Ryan Terrell: Teachers deserve more, but schools aren’t underfunded

This op-ed by State Board of Education member Ryan Terrell appeared in the Union Leader on January 2, 2023 and is reproduced below.

I, ALONG WITH most Granite Staters, agree that paying public school teachers higher wages would increase the quality of education for all children. However, systemic misuse of education funding is the primary reason public school teachers are underpaid.

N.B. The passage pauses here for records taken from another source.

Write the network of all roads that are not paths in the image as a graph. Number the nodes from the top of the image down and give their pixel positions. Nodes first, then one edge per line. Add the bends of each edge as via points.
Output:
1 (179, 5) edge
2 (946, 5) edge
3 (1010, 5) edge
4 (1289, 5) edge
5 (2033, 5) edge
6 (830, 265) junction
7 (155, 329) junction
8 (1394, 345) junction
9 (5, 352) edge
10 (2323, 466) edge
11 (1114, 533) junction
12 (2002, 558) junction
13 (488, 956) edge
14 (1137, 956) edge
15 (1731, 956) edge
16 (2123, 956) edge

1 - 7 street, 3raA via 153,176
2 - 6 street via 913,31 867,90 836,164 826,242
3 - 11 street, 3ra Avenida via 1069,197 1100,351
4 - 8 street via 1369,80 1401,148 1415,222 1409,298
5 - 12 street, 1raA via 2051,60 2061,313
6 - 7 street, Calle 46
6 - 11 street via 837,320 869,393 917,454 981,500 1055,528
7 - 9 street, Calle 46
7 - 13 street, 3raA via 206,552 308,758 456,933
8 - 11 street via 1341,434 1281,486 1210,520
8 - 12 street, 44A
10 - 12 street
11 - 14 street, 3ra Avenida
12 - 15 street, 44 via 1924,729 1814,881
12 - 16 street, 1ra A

Specifically, school districts are choosing to value hiring non-teachers more than increasing teacher pay.

Furthermore, by constantly hiring more administration and consultants, progressive education policies rob students of receiving high-quality, equitable education and thwart public school teachers of the opportunity to earn more for their hard work.

The United States allocates a more significant share of its education spending to non-teaching staff than any other country in the world — nearly double the average among developed nations of 15%. The perceived lack of “adequate” education spending is commonly used as a left-leaning point to urge lawmakers to give more money to public schools.

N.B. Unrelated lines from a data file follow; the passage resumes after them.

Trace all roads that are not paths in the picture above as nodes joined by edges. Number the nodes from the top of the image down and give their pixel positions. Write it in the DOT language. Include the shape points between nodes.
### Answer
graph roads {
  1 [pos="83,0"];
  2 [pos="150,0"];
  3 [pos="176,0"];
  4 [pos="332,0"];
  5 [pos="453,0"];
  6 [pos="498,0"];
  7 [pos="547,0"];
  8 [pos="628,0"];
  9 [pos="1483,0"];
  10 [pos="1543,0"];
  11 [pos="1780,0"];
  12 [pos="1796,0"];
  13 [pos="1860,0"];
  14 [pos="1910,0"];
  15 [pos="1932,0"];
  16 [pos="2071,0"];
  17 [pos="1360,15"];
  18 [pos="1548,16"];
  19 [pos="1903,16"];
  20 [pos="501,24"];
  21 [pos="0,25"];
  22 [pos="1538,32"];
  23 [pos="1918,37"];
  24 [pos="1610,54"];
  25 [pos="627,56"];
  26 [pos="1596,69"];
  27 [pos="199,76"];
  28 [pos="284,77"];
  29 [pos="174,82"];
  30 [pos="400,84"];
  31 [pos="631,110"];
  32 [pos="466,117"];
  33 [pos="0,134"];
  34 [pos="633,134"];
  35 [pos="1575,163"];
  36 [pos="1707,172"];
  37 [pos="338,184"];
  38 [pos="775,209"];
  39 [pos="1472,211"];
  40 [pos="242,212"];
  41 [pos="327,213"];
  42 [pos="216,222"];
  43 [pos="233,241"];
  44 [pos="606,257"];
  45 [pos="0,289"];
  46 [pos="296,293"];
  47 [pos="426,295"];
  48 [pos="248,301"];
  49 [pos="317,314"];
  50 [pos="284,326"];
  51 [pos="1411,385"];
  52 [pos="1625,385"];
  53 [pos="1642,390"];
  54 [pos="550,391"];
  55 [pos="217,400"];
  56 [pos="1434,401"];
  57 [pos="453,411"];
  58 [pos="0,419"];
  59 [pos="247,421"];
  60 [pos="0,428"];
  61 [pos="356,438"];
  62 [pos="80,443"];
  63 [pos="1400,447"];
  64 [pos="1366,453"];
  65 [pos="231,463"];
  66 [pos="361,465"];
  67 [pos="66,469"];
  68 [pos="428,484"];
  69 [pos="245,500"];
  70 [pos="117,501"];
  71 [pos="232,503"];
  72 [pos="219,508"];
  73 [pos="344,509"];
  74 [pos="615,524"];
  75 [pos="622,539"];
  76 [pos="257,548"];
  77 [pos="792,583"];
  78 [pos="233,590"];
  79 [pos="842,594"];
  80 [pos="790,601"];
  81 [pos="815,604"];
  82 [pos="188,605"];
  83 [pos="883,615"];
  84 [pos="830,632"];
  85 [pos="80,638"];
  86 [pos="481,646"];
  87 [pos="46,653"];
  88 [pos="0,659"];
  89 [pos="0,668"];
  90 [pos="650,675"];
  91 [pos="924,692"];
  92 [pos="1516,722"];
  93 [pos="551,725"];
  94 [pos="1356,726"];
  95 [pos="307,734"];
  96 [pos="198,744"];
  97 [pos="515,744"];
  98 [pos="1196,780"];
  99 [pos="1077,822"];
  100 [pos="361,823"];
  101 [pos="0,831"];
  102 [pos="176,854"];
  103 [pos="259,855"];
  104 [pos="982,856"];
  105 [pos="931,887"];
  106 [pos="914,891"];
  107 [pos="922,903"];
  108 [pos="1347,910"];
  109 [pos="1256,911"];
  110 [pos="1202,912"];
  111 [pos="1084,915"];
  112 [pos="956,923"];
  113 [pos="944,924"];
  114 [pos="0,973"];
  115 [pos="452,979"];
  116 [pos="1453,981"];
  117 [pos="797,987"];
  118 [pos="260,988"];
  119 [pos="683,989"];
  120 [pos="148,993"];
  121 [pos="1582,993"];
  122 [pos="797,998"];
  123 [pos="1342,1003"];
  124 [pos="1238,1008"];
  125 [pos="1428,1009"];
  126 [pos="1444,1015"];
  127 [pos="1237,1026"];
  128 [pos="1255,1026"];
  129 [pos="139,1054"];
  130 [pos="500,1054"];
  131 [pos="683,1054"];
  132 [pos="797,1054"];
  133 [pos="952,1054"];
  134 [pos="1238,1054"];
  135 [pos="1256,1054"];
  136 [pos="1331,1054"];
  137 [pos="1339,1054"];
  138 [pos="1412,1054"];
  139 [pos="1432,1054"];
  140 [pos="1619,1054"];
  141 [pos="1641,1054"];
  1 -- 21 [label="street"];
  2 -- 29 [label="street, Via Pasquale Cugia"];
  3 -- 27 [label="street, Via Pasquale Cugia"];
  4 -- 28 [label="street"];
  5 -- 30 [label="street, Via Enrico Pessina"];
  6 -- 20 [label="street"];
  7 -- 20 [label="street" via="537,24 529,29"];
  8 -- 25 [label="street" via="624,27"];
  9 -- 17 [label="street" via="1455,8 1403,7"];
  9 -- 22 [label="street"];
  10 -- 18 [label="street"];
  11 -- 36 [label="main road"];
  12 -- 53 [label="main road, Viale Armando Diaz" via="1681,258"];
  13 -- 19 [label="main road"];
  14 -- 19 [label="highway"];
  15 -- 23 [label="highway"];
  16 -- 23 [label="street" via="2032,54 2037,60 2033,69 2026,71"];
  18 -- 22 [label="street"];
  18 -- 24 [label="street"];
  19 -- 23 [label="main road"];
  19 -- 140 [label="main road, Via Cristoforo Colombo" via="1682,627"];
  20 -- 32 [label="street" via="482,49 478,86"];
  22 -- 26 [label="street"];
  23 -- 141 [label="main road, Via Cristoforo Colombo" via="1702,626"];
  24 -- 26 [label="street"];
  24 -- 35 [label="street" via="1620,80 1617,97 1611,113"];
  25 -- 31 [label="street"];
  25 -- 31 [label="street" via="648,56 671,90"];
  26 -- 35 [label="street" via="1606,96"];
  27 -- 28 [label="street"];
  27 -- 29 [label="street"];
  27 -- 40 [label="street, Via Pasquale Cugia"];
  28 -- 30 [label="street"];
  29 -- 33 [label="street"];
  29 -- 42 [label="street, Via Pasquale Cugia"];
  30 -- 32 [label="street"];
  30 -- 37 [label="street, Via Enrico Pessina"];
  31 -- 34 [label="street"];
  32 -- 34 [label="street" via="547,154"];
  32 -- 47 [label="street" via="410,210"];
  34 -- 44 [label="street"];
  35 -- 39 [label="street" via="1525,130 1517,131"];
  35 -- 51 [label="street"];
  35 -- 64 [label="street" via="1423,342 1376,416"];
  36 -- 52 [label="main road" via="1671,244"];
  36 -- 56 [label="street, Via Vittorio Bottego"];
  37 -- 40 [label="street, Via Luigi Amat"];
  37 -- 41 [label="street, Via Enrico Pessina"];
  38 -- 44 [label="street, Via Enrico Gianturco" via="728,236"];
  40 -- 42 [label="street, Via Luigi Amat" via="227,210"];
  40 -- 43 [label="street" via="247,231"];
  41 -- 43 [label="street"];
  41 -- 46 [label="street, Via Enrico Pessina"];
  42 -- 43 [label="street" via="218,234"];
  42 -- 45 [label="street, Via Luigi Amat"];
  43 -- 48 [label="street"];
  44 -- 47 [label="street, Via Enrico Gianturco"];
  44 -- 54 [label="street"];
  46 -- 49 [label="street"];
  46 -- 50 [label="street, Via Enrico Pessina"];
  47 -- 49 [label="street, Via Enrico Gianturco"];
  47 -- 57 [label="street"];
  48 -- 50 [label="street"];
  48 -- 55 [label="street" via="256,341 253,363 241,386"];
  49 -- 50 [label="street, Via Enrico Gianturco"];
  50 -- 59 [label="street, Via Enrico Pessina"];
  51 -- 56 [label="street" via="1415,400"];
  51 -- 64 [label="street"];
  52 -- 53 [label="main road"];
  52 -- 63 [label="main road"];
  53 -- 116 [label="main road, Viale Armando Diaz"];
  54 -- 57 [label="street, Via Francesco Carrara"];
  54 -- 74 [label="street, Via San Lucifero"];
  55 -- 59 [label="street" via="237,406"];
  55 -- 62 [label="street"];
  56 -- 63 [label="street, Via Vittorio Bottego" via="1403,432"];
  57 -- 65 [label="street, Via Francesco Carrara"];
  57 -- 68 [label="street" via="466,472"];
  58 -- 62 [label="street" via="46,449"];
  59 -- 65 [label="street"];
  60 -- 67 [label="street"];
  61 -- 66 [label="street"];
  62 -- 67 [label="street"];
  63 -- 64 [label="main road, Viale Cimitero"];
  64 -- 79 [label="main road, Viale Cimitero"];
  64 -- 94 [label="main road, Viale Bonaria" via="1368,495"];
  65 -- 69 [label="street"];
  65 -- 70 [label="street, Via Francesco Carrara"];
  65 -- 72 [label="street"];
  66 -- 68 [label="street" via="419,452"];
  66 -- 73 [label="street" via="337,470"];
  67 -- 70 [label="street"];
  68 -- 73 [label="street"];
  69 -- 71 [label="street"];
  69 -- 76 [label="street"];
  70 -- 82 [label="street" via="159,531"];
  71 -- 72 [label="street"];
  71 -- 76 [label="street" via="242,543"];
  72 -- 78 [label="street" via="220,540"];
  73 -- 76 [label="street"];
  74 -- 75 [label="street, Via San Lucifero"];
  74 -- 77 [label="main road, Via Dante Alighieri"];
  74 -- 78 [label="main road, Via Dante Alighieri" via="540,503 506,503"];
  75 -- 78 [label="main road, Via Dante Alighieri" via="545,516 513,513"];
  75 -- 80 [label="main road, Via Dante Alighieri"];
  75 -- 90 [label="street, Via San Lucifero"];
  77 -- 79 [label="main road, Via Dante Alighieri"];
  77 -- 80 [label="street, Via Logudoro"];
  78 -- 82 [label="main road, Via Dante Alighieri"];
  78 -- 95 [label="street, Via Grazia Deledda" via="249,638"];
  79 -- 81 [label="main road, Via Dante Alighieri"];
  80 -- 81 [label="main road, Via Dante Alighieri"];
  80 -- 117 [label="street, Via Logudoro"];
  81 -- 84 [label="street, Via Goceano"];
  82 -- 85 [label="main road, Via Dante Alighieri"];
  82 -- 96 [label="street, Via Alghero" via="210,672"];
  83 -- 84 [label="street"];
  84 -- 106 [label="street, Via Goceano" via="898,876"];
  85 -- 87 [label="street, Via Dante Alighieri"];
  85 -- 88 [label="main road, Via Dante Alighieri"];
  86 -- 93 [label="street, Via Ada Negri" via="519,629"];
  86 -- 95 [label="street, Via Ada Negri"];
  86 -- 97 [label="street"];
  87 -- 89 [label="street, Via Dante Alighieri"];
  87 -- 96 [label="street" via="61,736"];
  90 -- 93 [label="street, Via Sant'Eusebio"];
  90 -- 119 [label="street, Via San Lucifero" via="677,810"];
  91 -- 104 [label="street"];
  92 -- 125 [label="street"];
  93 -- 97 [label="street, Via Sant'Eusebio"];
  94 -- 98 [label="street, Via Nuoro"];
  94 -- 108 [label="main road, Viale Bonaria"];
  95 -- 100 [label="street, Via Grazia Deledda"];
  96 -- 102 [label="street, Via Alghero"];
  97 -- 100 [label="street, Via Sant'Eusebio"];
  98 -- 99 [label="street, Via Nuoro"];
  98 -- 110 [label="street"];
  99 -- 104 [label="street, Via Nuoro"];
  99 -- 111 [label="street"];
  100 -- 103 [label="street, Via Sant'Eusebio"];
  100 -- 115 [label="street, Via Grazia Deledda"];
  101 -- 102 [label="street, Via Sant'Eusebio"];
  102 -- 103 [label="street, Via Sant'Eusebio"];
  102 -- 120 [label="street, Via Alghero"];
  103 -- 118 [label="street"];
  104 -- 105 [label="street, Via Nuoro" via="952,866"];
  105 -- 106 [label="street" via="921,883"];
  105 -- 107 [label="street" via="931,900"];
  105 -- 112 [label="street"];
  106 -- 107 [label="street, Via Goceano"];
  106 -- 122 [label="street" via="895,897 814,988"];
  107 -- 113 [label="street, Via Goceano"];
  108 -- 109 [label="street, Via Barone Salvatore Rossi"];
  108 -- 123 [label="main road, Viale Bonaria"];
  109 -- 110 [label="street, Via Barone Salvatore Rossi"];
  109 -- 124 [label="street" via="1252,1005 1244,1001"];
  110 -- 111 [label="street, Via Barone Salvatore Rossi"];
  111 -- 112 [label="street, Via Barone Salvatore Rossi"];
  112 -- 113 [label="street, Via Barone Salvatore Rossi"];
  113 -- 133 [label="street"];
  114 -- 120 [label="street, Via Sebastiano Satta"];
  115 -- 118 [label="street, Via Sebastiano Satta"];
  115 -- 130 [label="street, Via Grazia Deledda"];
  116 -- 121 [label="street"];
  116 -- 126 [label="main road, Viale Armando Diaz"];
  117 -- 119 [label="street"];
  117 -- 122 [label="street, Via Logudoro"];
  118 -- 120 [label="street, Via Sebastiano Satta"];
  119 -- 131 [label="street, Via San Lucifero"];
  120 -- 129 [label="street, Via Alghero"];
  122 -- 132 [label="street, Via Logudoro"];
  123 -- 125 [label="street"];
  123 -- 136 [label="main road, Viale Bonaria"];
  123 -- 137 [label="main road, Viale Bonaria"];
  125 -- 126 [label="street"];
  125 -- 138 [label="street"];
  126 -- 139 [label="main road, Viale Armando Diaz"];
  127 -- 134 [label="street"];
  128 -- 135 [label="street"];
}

In New Hampshire, the problem is even more severe. While New Hampshire’s average cost-per-pupil ($18,434.21) is 94% of Massachusetts’ ($19,514.84), our average teacher salary ($62,695) is 77% of Massachusetts’ ($81,754). Moreover, Massachusetts pays teachers four times the cost of one pupil, while New Hampshire pays a teacher only 3.4 times the cost of one pupil. Despite these facts, teachers’ unions and activist groups continue to falsely decry public schools as underfunded and thus under attack.

New Hampshire K-12 public schools have received record state and local funding despite declining enrollments and under-average student performance. In 20 years, New Hampshire’s cost-per-pupil has increased by 77%, adjusted for inflation, while our teacher salaries have increased by only 1%. In the same period, New Hampshire has increased its non-teaching staff by 80% while increasing the number of teachers by only 23%. Yet, teachers’ unions and left-leaning activists demand more funding to solve their self-inflicted problems caused by wasteful spending — primarily on non-teachers.

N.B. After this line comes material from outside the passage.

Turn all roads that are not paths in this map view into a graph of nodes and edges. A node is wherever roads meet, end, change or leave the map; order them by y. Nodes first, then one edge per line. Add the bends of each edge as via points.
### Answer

To my dismay, I’ve seen the mismanagement of school funding up close. For example, during my Leadership New Hampshire Education Day, I learned that Manchester School District is the second worst-performing district in average learning comprehension, statewide testing results, and post-graduation outcomes. Yet, despite these alarming facts, their chief equity officer said nothing about how she plans to help improve the district’s continuing dismal performance. Instead, she spent her time attacking the Right to Freedom from Discrimination in Public Workplaces and Education law (HB2, Sections 297-298), condemning school choice programs, and accusing any opposition to her intentionally divisive curriculums of being racist.

To make matters worse, diversity professionals now employed by school districts and administrative units are paid up to $153,380. Despite showing little to no benefits to student outcomes, left-leaning school boards shamelessly continue to hire grossly overpaid DEI consultants, chief equity officers, and other similar non-teaching administrators.

Further, schools that embrace woke curriculums recommended by these non-teachers have notably exacerbated an ongoing culture war while increasing parental mistrust of public schools. Public school teachers deserve to earn more or as much as the administrators and consultants, who often morally coerce families into believing false claims of systemic racism in Granite State schools.

In 2021, one New Hampshire high school teacher’s starting salary was only $37,714 — less than a starting salary at a nearby Walmart. Conversely, New Hampshire superintendents receive stipends of up to $178,133, while assistant superintendents raked in wages of up to $136,500. At least eight school administrative units in New Hampshire employ two or more assistant superintendents. While public school teachers struggle, often paying out of pocket for classroom materials, administrators enjoy above-average salaries and benefits with no obligation to improve student performance or outcomes.

Frustratingly, the people who claim to fight for public school teachers’ best interests are the same people who are hurting them the most. While teachers’ unions and left-leaning activist groups falsely blame school choice programs and conservatives, they double down on policies that continue to harm public school teachers directly. Without change, the education administration will continue to balloon without making meaningful improvements in teacher pay and quality — to the detriment of Granite State children.

New Hampshire prides itself on local control of K-12 public education. So, I’d like to encourage anyone who rightly thinks public school teachers deserve more money to engage directly with their local school board. Ask them why they value hiring woke administrators and consultants more than paying higher wages to hardworking teachers.